Чанбин прижимается ближе, переглядывается с Чаном и внезапным слитным движением сдёргивает Джисона с члена вожака и опускает его на свой. Хан вскрикивает и невольно сжимается, румянец разгорается на щеках с новой силой, пока Чанбин глубоко вбивается в его нутро, а Чан пристраивается сзади и трётся о ягодицы.
— Бин… Бини, я больше не могу!.. — скулит Джисон, откидываясь на грудь Чана. — Я больше… А-ах! А-а!..
Он взвизгивает и заходится резкими фальцетными стонами, потому что Чан трёт пальцами кожу под джисоновым копчиком, а затем погружает внутрь три пальца один за другим.
— Вы… что… Вы что творите!.. Блять! Нет, не так глубоко, пожалуйста, не так глубоко, не… та… ккк!.. Ммххх!..
Джисон стонет, уже не понимая, приятно ему или больно: это, скорее, пограничное чувство — когда сверху к паху мышцы проскребает судорогой, а снизу вверх нарастает блаженное тепло. И когда два ощущения достигают общей точки, они поражают белой вспышкой, поглощая разум и все существующие чувства.
Хан продолжает дёргаться в руках альф, ловя судорожные оргазмы, его тело ломает, но ломает приятно, пока Чан и Чанбин попеременно загоняют в него свои члены. Джисон, ослабевший, но довольный, не мозгом — обострившимися до предела ощущениями различает, кто из альф где. Вот Чан несколько раз толкается, достигая бархатной глубины, а вот уже Чанбин врывается внутрь, не доставая до самой глубокой точки, но растягивая почти невыносимо.
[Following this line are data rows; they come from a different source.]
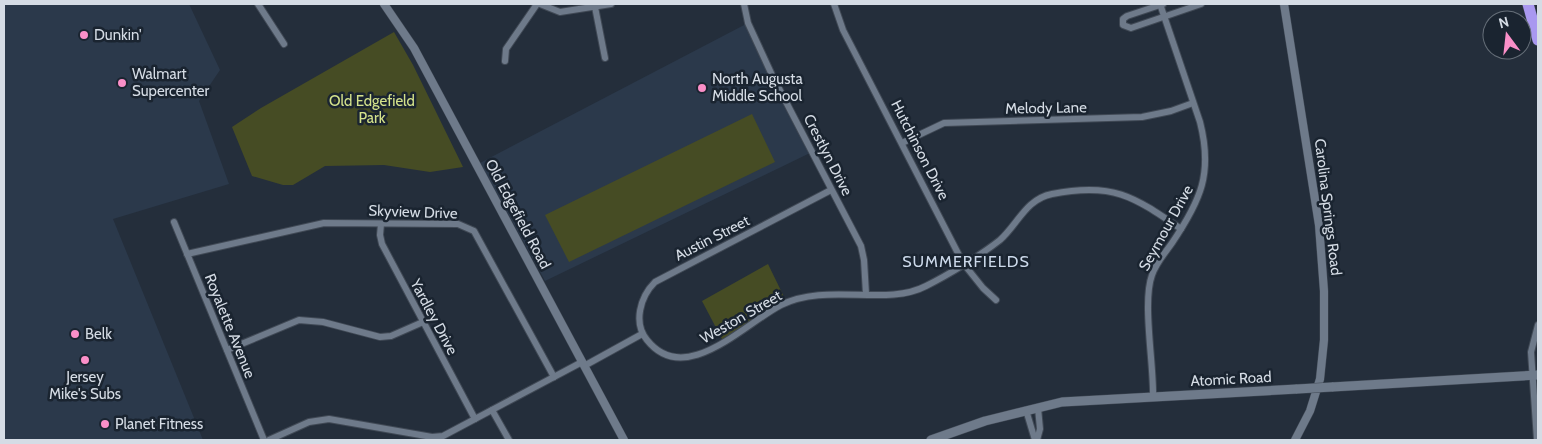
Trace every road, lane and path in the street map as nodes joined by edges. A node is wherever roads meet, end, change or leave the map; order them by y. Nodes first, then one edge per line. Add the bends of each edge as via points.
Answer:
1 (258, 4) edge
2 (384, 4) edge
3 (539, 4) edge
4 (611, 4) edge
5 (744, 4) edge
6 (834, 4) edge
7 (1162, 4) edge
8 (1201, 4) edge
9 (1284, 4) edge
10 (1528, 4) edge
11 (595, 7) junction
12 (1165, 18) junction
13 (1538, 40) edge
14 (284, 44) dead end
15 (605, 58) dead end
16 (505, 61) dead end
17 (1194, 103) junction
18 (902, 143) junction
19 (831, 190) junction
20 (174, 222) dead end
21 (382, 224) junction
22 (1181, 230) junction
23 (187, 254) junction
24 (963, 263) junction
25 (866, 294) junction
26 (996, 300) dead end
27 (423, 322) junction
28 (1538, 325) edge
29 (642, 334) junction
30 (227, 350) junction
31 (583, 364) junction
32 (1535, 375) edge
33 (554, 377) junction
34 (1153, 397) junction
35 (1038, 408) junction
36 (492, 410) junction
37 (1026, 410) junction
38 (475, 419) junction
39 (264, 440) edge
40 (269, 440) edge
41 (509, 440) edge
42 (624, 440) edge
43 (932, 440) edge
44 (1036, 440) edge
45 (1295, 440) edge
46 (1537, 440) edge

1 - 14 street
2 - 31 street, Old Edgefield Road via 408,37
3 - 11 street via 560,12
3 - 16 street via 506,49
4 - 11 street
5 - 19 street, Crestlyn Drive via 748,23 772,75
6 - 18 street, Hutchinson Drive via 843,30
7 - 12 street, Seymour Drive
7 - 12 street, Seymour Drive via 1127,16 1123,25 1131,28
8 - 12 street, Seymour Drive
9 - 45 street, Carolina Springs Road via 1319,225 1324,291 1320,379 1310,410
10 - 13 highway
11 - 15 street
12 - 17 street, Seymour Drive
17 - 18 street, Melody Lane via 1142,117 944,124
17 - 22 street, Seymour Drive via 1205,139 1206,172 1200,197
18 - 24 street, Hutchinson Drive
19 - 25 street, Crestlyn Drive via 863,253
19 - 29 street, Austin Street via 659,279 646,292 640,306
20 - 23 street, Royalette Avenue
21 - 23 street, Skyview Drive via 324,223
21 - 27 street, Yardley Drive via 382,244
21 - 33 street, Skyview Drive via 458,224 474,231
22 - 24 street, Weston Street via 1143,203 1127,196 1105,190 1079,189 1034,201 1004,236
22 - 34 street, Seymour Drive via 1158,264 1150,284 1148,306
23 - 30 street, Royalette Avenue
24 - 25 street, Weston Street via 916,290 903,294
24 - 26 street, Hutchinson Drive
25 - 29 street, Weston Street via 824,294 791,301 706,352 690,358 666,355 651,346
27 - 30 street via 391,336 380,337 323,322 299,320
27 - 38 street, Yardley Drive
28 - 32 street via 1531,352
29 - 31 street
30 - 39 street, Royalette Avenue
31 - 33 street
31 - 42 street, Old Edgefield Road
32 - 34 main road, Atomic Road, bridge
32 - 46 street
33 - 36 street
34 - 35 main road, Atomic Road via 1062,402
35 - 37 main road, Atomic Road
35 - 44 street via 1040,429
36 - 38 street
36 - 41 street
37 - 43 main road, Atomic Road via 967,426
37 - 44 street
38 - 40 street via 448,434 432,437 323,419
Джисон чувствует себя невероятно лёгким, почти невысомым — так просто альфы перебрасывают его друг на друга.
— Джисон, мой любимый, мой дорогой, я хочу тебя… — шепчет Чан.
— Я тоже, позволь и мне!.. — втроит ему Чанбин, мешая слова с восторженными рыками.
Джисон открывает рот, чтобы объяснить им, что он и так уже их, причём давно, едва ли не с первой встречи, но только зажмуривает глаза и кивает, когда наконец-то понимает.
Альфы не как омегу его хотят, они не хотят сделать его своим — они жаждут стать его, потому что готовы преклониться перед ним как перед своим мужем.
Джисон замирает, глуша в горле отчаянный всхлип, когда альфы почти одновременно кусают его по обе стороны от шеи и Чан содрогается, наполняя омегу своим жаром, а Чанбин, не выдержав, пачкает и без того грязный живот Хана.
— Поставьте меня, — куксится Джисон, наблюдая за поцелуем своих альф, и, когда альфы его отпускают, усаживается на плитку, подставляясь струям воды.
Ноги его не держат, во всём теле чувствуется слабость — не самое приятное чувство, когда ты один, но терпимое, когда у тебя есть парни, которые носят тебя на руках.
Джисон недовольно морщит лоб, подползает к альфам и быстрым движением впивается в бедро Чана, а затем, под ругательства вожака, кусает Чанбина в голеностоп.
«Терпимо, когда у тебя есть не парни, а мужья», — кивает сам себе Джисон и без сил оседает на пол, отдаваясь дремоте.
Да, жить с надёжными альфами — действительно настоящий подарок, потому что они своего омегу помоют, завернут в огромное пушистое полотенце, а потом обработают метки и поцелуют на ночь, пообещав в будущем подарить ему целый мир.
Джисон в это всем сердцем верит. Ведь теперь они связаны так же крепко, как Луна, Земля и Солнце.